## What the exercise asks
Give back every line of the data, transcribed exactly.

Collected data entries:
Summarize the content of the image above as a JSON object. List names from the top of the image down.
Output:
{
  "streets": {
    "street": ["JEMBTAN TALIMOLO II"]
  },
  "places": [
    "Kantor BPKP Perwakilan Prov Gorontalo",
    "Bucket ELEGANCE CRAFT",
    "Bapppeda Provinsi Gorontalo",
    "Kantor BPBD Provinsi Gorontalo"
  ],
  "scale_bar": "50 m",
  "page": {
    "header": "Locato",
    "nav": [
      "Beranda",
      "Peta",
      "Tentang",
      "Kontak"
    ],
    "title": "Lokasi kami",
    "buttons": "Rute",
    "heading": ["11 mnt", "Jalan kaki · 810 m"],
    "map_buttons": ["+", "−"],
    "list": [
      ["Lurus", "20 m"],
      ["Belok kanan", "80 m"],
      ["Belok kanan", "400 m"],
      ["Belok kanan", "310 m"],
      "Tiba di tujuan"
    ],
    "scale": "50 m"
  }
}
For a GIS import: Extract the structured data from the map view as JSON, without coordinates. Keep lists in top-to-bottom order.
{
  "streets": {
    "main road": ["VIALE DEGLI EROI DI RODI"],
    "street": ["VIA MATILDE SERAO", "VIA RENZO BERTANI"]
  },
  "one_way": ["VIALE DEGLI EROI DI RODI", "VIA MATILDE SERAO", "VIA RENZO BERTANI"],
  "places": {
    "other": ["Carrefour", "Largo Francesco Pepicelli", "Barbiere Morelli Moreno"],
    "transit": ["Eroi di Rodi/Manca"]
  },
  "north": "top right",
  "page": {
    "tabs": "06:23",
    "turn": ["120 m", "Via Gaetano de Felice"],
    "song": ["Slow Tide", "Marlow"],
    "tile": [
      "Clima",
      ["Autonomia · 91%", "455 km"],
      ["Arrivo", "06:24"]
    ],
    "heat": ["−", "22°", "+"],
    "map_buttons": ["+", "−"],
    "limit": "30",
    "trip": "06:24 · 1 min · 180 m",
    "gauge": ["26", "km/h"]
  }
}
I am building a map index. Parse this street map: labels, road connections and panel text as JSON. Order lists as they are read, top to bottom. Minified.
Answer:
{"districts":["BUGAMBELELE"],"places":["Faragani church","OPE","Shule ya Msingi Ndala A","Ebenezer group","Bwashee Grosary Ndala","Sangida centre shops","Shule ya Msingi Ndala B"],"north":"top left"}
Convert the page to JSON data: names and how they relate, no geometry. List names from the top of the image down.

## Exercise solution
Summarize the content of the image above as a JSON object. List names from the top of the image down.
Output:
{
  "streets": {
    "street": ["JEMBTAN TALIMOLO II"]
  },
  "places": [
    "Kantor BPKP Perwakilan Prov Gorontalo",
    "Bucket ELEGANCE CRAFT",
    "Bapppeda Provinsi Gorontalo",
    "Kantor BPBD Provinsi Gorontalo"
  ],
  "scale_bar": "50 m",
  "page": {
    "header": "Locato",
    "nav": [
      "Beranda",
      "Peta",
      "Tentang",
      "Kontak"
    ],
    "title": "Lokasi kami",
    "buttons": "Rute",
    "heading": ["11 mnt", "Jalan kaki · 810 m"],
    "map_buttons": ["+", "−"],
    "list": [
      ["Lurus", "20 m"],
      ["Belok kanan", "80 m"],
      ["Belok kanan", "400 m"],
      ["Belok kanan", "310 m"],
      "Tiba di tujuan"
    ],
    "scale": "50 m"
  }
}
For a GIS import: Extract the structured data from the map view as JSON, without coordinates. Keep lists in top-to-bottom order.
{
  "streets": {
    "main road": ["VIALE DEGLI EROI DI RODI"],
    "street": ["VIA MATILDE SERAO", "VIA RENZO BERTANI"]
  },
  "one_way": ["VIALE DEGLI EROI DI RODI", "VIA MATILDE SERAO", "VIA RENZO BERTANI"],
  "places": {
    "other": ["Carrefour", "Largo Francesco Pepicelli", "Barbiere Morelli Moreno"],
    "transit": ["Eroi di Rodi/Manca"]
  },
  "north": "top right",
  "page": {
    "tabs": "06:23",
    "turn": ["120 m", "Via Gaetano de Felice"],
    "song": ["Slow Tide", "Marlow"],
    "tile": [
      "Clima",
      ["Autonomia · 91%", "455 km"],
      ["Arrivo", "06:24"]
    ],
    "heat": ["−", "22°", "+"],
    "map_buttons": ["+", "−"],
    "limit": "30",
    "trip": "06:24 · 1 min · 180 m",
    "gauge": ["26", "km/h"]
  }
}
I am building a map index. Parse this street map: labels, road connections and panel text as JSON. Order lists as they are read, top to bottom. Minified.
Answer:
{"districts":["BUGAMBELELE"],"places":["Faragani church","OPE","Shule ya Msingi Ndala A","Ebenezer group","Bwashee Grosary Ndala","Sangida centre shops","Shule ya Msingi Ndala B"],"north":"top left"}
Convert the page to JSON data: names and how they relate, no geometry. List names from the top of the image down.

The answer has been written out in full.